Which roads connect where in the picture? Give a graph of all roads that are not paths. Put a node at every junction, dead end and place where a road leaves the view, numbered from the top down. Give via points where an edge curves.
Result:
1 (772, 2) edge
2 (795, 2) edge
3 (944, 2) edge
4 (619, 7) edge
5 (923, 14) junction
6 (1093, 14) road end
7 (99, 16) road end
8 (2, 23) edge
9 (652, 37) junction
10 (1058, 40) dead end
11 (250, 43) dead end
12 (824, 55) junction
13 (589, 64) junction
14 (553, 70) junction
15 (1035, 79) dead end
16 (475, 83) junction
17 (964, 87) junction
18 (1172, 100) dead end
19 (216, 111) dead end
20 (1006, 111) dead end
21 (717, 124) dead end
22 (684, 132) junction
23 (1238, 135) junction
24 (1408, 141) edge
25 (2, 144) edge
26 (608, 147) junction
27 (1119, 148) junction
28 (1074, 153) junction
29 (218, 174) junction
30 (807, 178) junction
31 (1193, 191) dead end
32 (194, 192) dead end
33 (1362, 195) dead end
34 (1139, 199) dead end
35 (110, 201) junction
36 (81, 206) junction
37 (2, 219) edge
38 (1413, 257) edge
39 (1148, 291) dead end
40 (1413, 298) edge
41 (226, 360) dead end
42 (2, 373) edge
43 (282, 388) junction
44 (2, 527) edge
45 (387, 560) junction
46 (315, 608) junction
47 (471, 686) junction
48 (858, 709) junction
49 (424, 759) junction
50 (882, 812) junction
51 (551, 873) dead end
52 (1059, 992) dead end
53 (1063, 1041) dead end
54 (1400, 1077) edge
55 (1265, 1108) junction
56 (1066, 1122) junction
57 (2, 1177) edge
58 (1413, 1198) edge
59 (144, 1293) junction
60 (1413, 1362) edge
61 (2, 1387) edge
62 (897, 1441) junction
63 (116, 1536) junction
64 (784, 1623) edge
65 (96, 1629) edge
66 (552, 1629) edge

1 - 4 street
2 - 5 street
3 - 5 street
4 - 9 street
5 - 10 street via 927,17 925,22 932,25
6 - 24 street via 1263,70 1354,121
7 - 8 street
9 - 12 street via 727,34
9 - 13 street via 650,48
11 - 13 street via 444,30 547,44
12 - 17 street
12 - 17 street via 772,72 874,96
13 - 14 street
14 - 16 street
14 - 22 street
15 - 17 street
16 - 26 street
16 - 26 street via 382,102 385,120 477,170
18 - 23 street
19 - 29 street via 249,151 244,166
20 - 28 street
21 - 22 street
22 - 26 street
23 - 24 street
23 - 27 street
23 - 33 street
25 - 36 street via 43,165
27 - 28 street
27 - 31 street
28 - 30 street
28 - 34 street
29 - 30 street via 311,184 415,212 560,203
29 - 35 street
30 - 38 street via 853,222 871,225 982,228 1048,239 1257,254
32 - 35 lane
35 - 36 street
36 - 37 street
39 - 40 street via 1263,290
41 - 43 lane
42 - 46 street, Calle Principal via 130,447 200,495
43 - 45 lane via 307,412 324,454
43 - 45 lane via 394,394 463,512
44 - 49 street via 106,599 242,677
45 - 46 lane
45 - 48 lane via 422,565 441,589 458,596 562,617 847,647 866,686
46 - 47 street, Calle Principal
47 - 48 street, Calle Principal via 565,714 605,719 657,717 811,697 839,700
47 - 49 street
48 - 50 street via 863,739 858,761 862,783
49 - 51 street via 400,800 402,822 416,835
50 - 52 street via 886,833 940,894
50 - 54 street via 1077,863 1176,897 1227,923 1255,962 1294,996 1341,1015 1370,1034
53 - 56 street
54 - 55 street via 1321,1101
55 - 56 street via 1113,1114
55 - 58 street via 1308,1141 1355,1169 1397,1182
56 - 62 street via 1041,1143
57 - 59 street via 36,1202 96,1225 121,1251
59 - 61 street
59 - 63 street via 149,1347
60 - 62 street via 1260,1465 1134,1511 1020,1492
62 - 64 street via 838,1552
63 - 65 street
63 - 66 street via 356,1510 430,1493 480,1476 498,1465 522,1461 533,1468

━━━━━━━━━━━━━━━━━━━━━━━━━━━━━━

Exercise details:
Check each line above for the string "lane", then copy the ones that have it.

Written response:
32 - 35 lane
41 - 43 lane
43 - 45 lane via 307,412 324,454
43 - 45 lane via 394,394 463,512
45 - 46 lane
45 - 48 lane via 422,565 441,589 458,596 562,617 847,647 866,686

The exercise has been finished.